In 2012 a film erupted onto our screens that generously reinvigorated the action genre and injected a much needed shot of epinephrine into our martial arts veins. That film was The Raid and this spring serves up The Raid 2, possibly one of the most hotly anticipated sequels in recent action movie times.
Iko Uwais returns as our hero, Rama, who must again fight his way, against all the odds, through droves of fist, foot and knife-wielding bad guys to avenge the death of his brethren and make things right…by beating, maiming and killing everything that moves.
Gareth Evans stays behind the wheel and this time he’s gone bigger and bolder than the first instalment to get fight fans the world over chomping at the bit to see just how many new and ingenious ways he and Uwais can conjure up to break their team of stunt men in half.
And they don’t disappoint. This is two and a half hours of sustained high level martial art mayhem, with Uwais once again showcasing his unique skillset in the Indonesian fight form of silat. It’s a long film by any standards, however, and almost an enitre hour longer than its succinctly successful predecessor. So, why the extra 50 minutes of footage this time around?
Well, that’s a very good question. Evans has clearly broadened the stroke of his directorial brush here to encompass further nuances of the action thriller landscape. Gone is the confinement of the original (being set entirely inside one building), the claustrophobic immediacy of combat that made it so intense and ultimately thrilling, and instead now we have stylish exteriors, sweeping car chases and sprawling plot lines eliciting distinct wafts of the intelligent Infernal Affairs movies. There’s nothing wrong with that but Infernal Affairs was a complex and twisting thriller, The Raid a ground-breaking action masterpiece. That’s not to say that ‘never the twain shall meet’ but if you take Momma’s delicious home recipe sauce and mass-produce and churn it out onto the supermarket shelves then it will undoubtedly lose some of its authentic and original flavour. But is that what’s happened here…?

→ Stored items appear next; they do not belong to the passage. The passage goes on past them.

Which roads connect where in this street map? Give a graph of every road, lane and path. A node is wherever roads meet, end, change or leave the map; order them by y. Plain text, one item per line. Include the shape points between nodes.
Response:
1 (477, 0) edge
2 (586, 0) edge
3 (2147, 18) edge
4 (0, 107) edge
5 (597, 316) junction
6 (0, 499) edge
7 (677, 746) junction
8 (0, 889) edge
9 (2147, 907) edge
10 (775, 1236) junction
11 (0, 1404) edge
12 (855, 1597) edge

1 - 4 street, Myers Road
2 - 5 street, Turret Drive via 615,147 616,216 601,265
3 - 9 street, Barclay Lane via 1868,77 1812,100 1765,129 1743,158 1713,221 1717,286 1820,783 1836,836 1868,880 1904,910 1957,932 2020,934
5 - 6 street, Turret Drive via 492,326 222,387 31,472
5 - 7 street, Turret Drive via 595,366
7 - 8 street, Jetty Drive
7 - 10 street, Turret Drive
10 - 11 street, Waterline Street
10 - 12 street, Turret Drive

Now, obviously Evans and Co. couldn’t have just found another even taller building for Rama to fight his way out of but, also, it isn’t really clear what his motivation is second time round. In the first outing our hero has to fight his way out. He has to do whatever is necessary to get his team and himself out of that building alive, so we’re with him as he destroys everything and everyone in his path with brutal and clinical technique. The end justifies the means. This time, apart from the opening scene of the movie (which is never returned to), there is no real justification for the excessive and endless violence that Rama inflicts on and witnesses in the world around him, leaving it feeling slightly gratuitous.

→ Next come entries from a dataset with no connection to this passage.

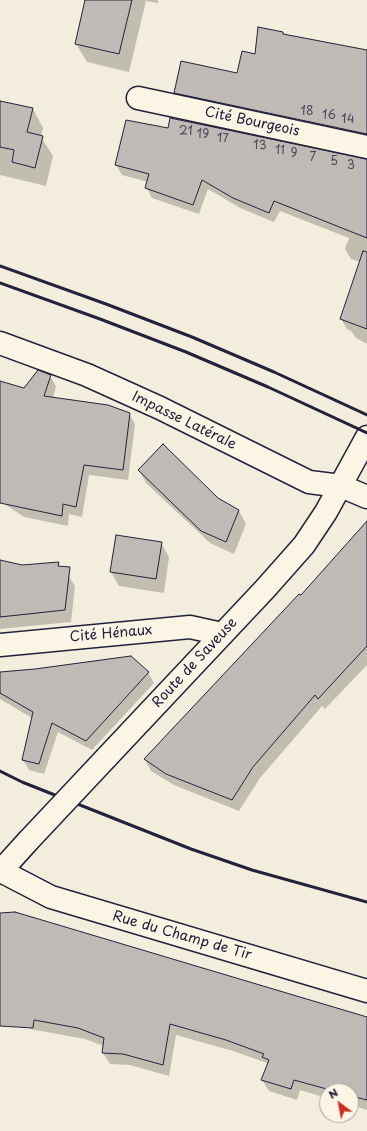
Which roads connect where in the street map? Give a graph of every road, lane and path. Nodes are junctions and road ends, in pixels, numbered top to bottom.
1 (138, 98) dead end
2 (367, 147) edge
3 (0, 343) edge
4 (362, 446) edge
5 (341, 486) junction
6 (367, 497) edge
7 (222, 634) junction
8 (0, 645) edge
9 (0, 871) edge
10 (367, 991) edge

1 - 2 street, Cité Bourgeois
3 - 5 street, Impasse Latérale
4 - 5 street, Route de Saveuse
5 - 6 street, Impasse Latérale
5 - 7 street, Route de Saveuse
7 - 8 street, Cité Hénaux
7 - 9 street, Route de Saveuse, bridge
9 - 10 street, Rue du Champ de Tir

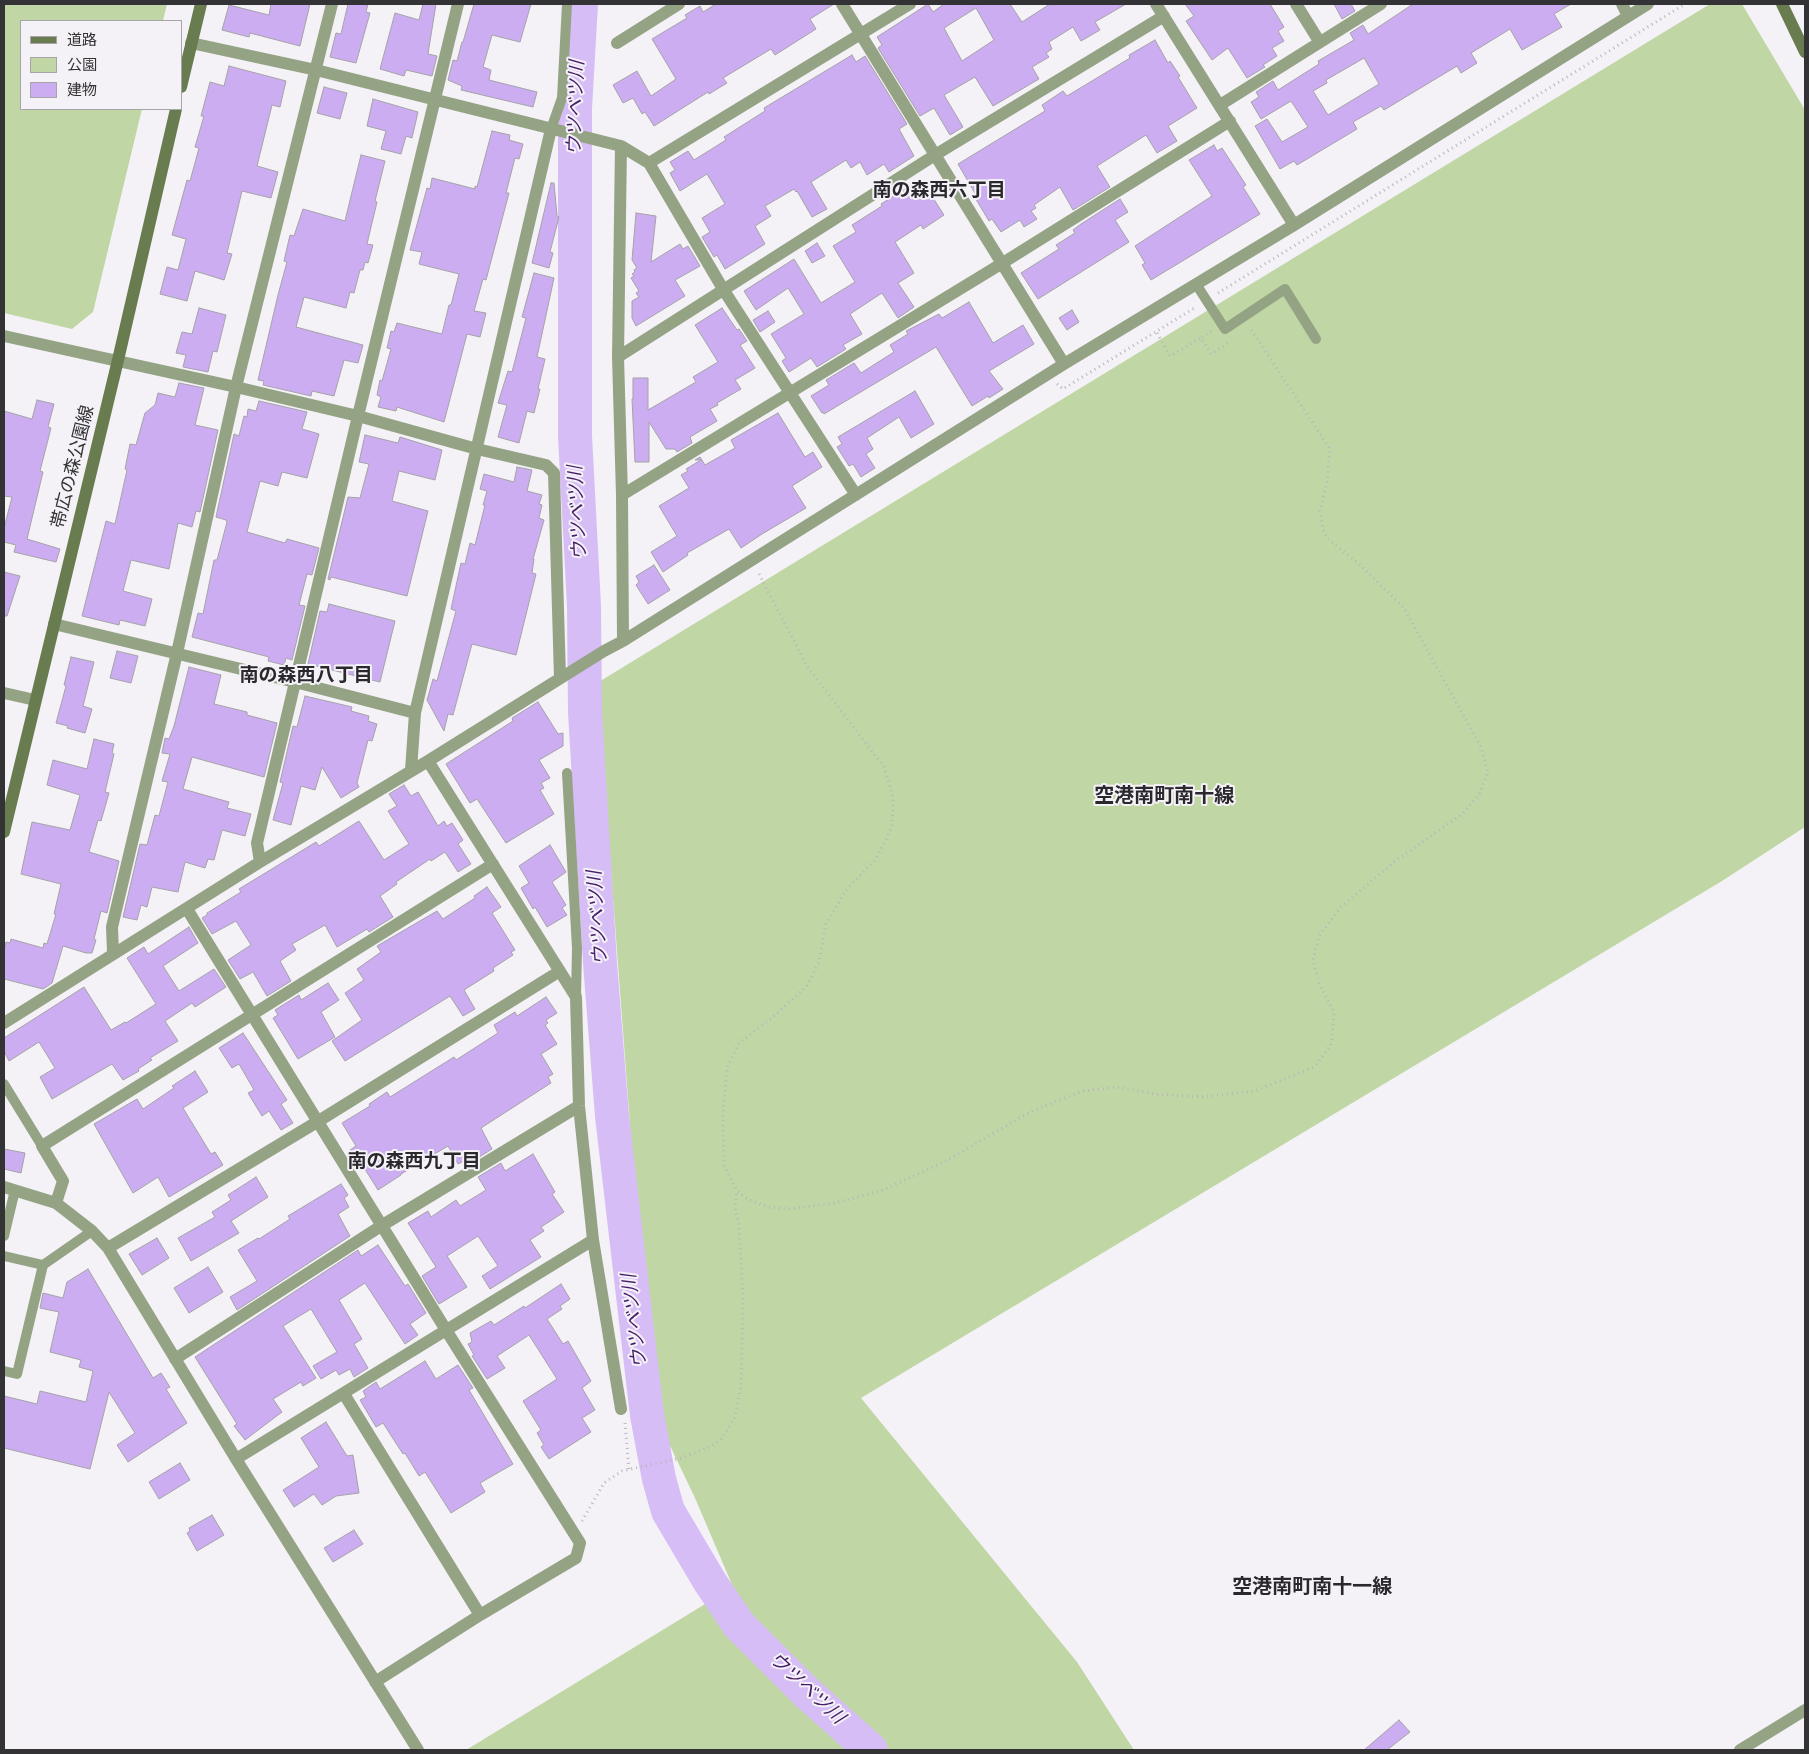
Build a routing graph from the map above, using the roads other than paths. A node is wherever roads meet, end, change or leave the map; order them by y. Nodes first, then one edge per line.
1 (201, 4) edge
2 (332, 4) edge
3 (458, 4) edge
4 (567, 4) edge
5 (679, 4) edge
6 (842, 4) edge
7 (910, 4) edge
8 (1156, 4) edge
9 (1296, 4) edge
10 (1381, 4) edge
11 (1622, 4) edge
12 (1648, 4) edge
13 (1782, 4) edge
14 (1164, 16) junction
15 (1628, 16) junction
16 (861, 34) junction
17 (1320, 41) junction
18 (191, 43) junction
19 (617, 43) dead end
20 (1805, 52) edge
21 (316, 70) junction
22 (182, 83) edge
23 (436, 99) junction
24 (1220, 105) junction
25 (176, 110) edge
26 (1230, 121) junction
27 (551, 129) junction
28 (621, 146) junction
29 (935, 155) junction
30 (649, 163) junction
31 (1294, 225) junction
32 (1001, 264) junction
33 (1196, 284) junction
34 (723, 289) junction
35 (4, 336) edge
36 (1316, 339) dead end
37 (618, 357) junction
38 (118, 360) junction
39 (1064, 364) junction
40 (236, 387) junction
41 (790, 391) junction
42 (358, 416) junction
43 (477, 448) junction
44 (622, 495) junction
45 (856, 495) junction
46 (54, 624) junction
47 (623, 641) junction
48 (177, 653) junction
49 (564, 676) junction
50 (295, 682) junction
51 (4, 693) edge
52 (35, 700) junction
53 (415, 713) junction
54 (428, 760) junction
55 (410, 770) junction
56 (567, 773) dead end
57 (6, 811) edge
58 (4, 832) edge
59 (260, 862) junction
60 (493, 864) junction
61 (187, 909) junction
62 (113, 953) junction
63 (560, 971) junction
64 (576, 996) junction
65 (253, 1015) junction
66 (4, 1023) edge
67 (4, 1084) edge
68 (579, 1106) junction
69 (317, 1122) junction
70 (42, 1146) junction
71 (9, 1188) edge
72 (56, 1202) junction
73 (381, 1226) junction
74 (92, 1231) junction
75 (4, 1236) edge
76 (593, 1240) junction
77 (108, 1248) junction
78 (4, 1256) edge
79 (43, 1265) junction
80 (446, 1330) junction
81 (175, 1359) junction
82 (4, 1371) edge
83 (344, 1394) junction
84 (621, 1408) road end
85 (236, 1459) junction
86 (480, 1615) junction
87 (375, 1682) junction
88 (1805, 1710) edge
89 (418, 1750) edge
90 (1740, 1750) edge

1 - 18 main road
2 - 21 street
3 - 23 street
4 - 27 lane
5 - 19 street
6 - 16 street
7 - 16 street
8 - 14 street
9 - 17 street
10 - 17 street
11 - 15 street
12 - 15 street
13 - 20 main road
14 - 24 street
14 - 29 street
15 - 31 street
16 - 29 street
16 - 30 street
17 - 24 street
18 - 21 street
18 - 22 main road
21 - 23 street
21 - 40 street
23 - 27 street
23 - 42 street
24 - 26 street
25 - 38 main road, 帯広の森公園線
26 - 31 street
26 - 32 street
27 - 28 street
27 - 43 street
28 - 30 street
28 - 37 street
29 - 32 street
29 - 34 street
30 - 34 street
31 - 33 street
32 - 39 street
32 - 41 street
33 - 36 lane
33 - 39 street
34 - 37 street
34 - 41 street
35 - 38 street
37 - 44 street
38 - 40 street
38 - 46 main road, 帯広の森公園線
39 - 45 street
40 - 42 street
40 - 48 street
41 - 44 street
41 - 45 street
42 - 43 street
42 - 50 street
43 - 49 street
43 - 53 street
44 - 47 street
45 - 47 street
46 - 48 street
46 - 52 main road, 帯広の森公園線
47 - 49 street
48 - 50 street
48 - 62 street
49 - 54 street
50 - 53 street
50 - 59 street
51 - 52 street
52 - 57 main road, 帯広の森公園線
53 - 55 street
54 - 55 street
54 - 60 street
55 - 59 street
56 - 64 lane
57 - 58 main road, 帯広の森公園線
59 - 61 street
60 - 63 street
60 - 65 street
61 - 62 street
61 - 65 street
62 - 66 street
63 - 64 street
63 - 69 street
64 - 68 street
65 - 69 street
65 - 70 street
67 - 70 lane
68 - 73 street
68 - 76 street
69 - 73 street
69 - 77 street
70 - 72 street
71 - 72 street
71 - 75 lane
72 - 74 street
73 - 80 street
73 - 81 street
74 - 77 street
74 - 79 lane
76 - 80 street
76 - 84 street
77 - 81 street
78 - 79 lane
79 - 82 lane
80 - 83 street
80 - 86 street
81 - 85 street
83 - 85 street
83 - 86 street
85 - 87 street
86 - 87 street
87 - 89 street
88 - 90 street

The genuine jeopardy is gone but the same narrative arc is present: he will fight and fight until he gets to the end and then he will fight one more time against the baddest of the bad dudes in one almighty finale fight. There are lots of fights. But this time you can see it coming and it takes (massive understatement) quite a while in getting there. It starts to feel a bit like one justifying plot progression scene after another, then an amazing fight sequence – then hit repeat. If the first film had one too many fights then The Raid 2 has one too many hours of fights. It isn’t that they’re not all awesomely impressive, far from it, they are, just that after so many incredible battle scenes they all start to merge into one and the feeling of crescendo towards a finale is somewhat diminished.
‘Yeah but I don’t really go to see The Raid for its storyline’, you cry? And quite right you may be. However, this film is chock-a-block with laboured and excessive plot-driving dialogue scenes, in an attempt to create some of that jeopardy for Rama from the original and paper over the cracks that there, sadly, is none here.
OK, OK, enough of that, let’s talk about the fight stuff again. The martial arts choreography and action sequences in this film are completely stunning in their spine-chillingly violent execution and riotously entertaining in their cinematic expression. The audience genuinely ‘whoop and holla’ and moan and groan at the fireworks of violence exploding across the screen.
There are some lovely innovative moments, like the mass mud brawl and car chase getaway, but you can’t help but feel some of the fights do look and feel choreographed – running a bit slower than feels real, for the benefit of the camera perhaps. That being said, there is some very nifty camera work employed to capture some of the more intricate combat, look to the fluid camera movement during the fight sequences with Rama in the prison toilet cubicle and again when escaping the car, as it seems the camera moves with and around him as he despatches foe upon foe.
We have to mention the reappearance of ‘Mad Dog’ actor Yayan Ruhian (as well as the heavy nods to fellow Asian cinema cult classic, Old Boy – cue hammers and punching walls) here. Ruhian is now under a very different guise from how we remember him, sporting a dodgy wig and beard as definitely-not-Mad-Dog psychotically detached assassin, Prakoso. Between him and Uwais they have enough emphatic prowess in their chosen discipline to make The Raid 2 an entertaining and impactful piece of action cinema. It’s just too long, a bit flabby on plot and cohesion, and shouldn’t have tried so hard to be a clever twisting thriller…
Oh, forget it, you’re right: the action is awesome and that’s all that ultimately matters!